The city of Durango has long made facilitating and supporting public art a priority. Displays of local and far-away talent grace the city’s sidewalks, the Animas River Trail and other public spaces, and there is no question that the arts figure prominently in the city’s vision of quality of life. It was within this context that local artists Jeff Madeen and Elizabeth Somers received permission to install their project on a city bridge spanning the Animas River.
When the project did not appear as the city expected it, though, the reaction could leave the uninformed observer with a different impression. And considered in relation to the city’s response to the recent spill that sent 300,000 gallons of raw sewage into the Animas River, Parks and Recreation Director Cathy Metz’s hasty decision to remove much of the installation could be seen as a disproportionate response.
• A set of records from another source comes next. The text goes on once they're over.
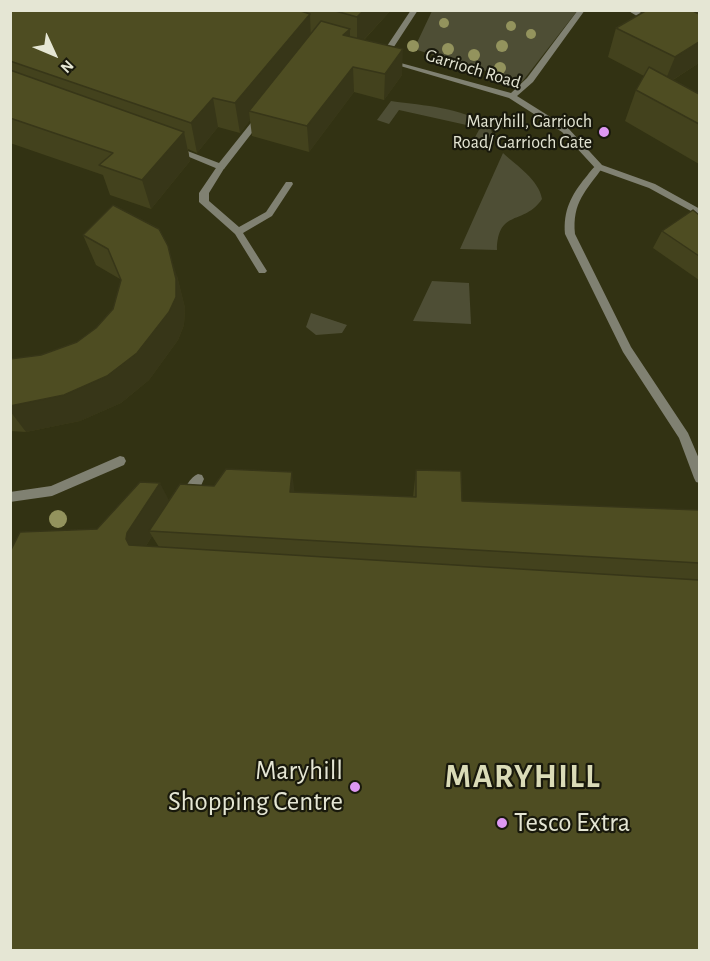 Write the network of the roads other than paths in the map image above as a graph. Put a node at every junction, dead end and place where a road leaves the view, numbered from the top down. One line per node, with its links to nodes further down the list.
1 (415, 10): 6 (street)
2 (582, 10): 7 (street)
3 (630, 10): 4 (street)
4 (660, 26)
5 (372, 56): 6 (street, Garrioch Road)
6 (383, 59): 7 (street, Garrioch Road)
7 (512, 96): 11 (street, Garrioch Road)
8 (270, 104): 10 (street)
9 (169, 147): 10 (street)
10 (221, 167): 14 (street)
11 (599, 167): 13 (street, Garrioch Road); 17 (street)
12 (290, 184): 14 (street)
13 (699, 213)
14 (238, 232): 15 (street)
15 (262, 271)
16 (120, 461): 19 (street)
17 (699, 478)
18 (198, 479): 20 (street)
19 (10, 497)
20 (181, 506)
Madeen and Somers installed their “Bridging Consciousness” piece on the pedestrian bridge at Rivergate on July 22. The piece was designed to raise awareness of homelessness in Durango, and included a sign reading: “If you lived under here you’d be home now,” as well as a curtain of CDs and several other elements that dangled above the river.
It was those latter elements that caused the city’s agitation, and Metz, citing safety concerns for river users – as well as those elements’ divergence from the original proposal – ordered the piece removed. Immediately. When Metz could not reach Madeen, police were sent to do the work.
While safety should certainly be paramount to all city decisions, the notion that Madeen’s and Somers’ piece was a threat to anyone’s well-being is a bit of a stretch. The elements of concern were in the river’s path, but CDs on a string do not a hazard make, as witnessed by the many rafters who intentionally routed their boats through the artwork.
What seems to be the larger issue is the difference between what was proposed and what was actually displayed. And in that regard the artists were wrong. The city should know what will be displayed on public property and hold artists to their commitments. Madeen said that he would have made requested modifications had he been given the chance. It would have been better had the piece conformed to what had been agreed to.
Nonetheless, Metz’s crackdown on the bridge art seems a bit overdone both in its immediacy and its severity, particularly when the sewage leak – a real safety concern – was met with far more latitude in terms of how to protect the public. No signage warning of the spill was installed until the San Juan Basin Health Department issued a health warning. City manager Ron LeBlanc defended that decision, citing concern about not unduly alarming residents and river-related businesses without documentation of the health risks.
It seems he could have erred on the side of providing information. And so could have Metz.
Instead of removing the art, the city would have been more measured in its response to its concerns about safety if it had given the artists the opportunity to modify the installation to address those concerns.
Alternately, the city could have done what it failed to do during the sewage spill: place signs warning river users of upcoming art, or in the case of the former incident, the existence of sewage. Armed with that information, river users could then have decided for themselves whether to proceed. That seems a more reasonable approach to looking out for public safety – whether placed at risk by sewage or art.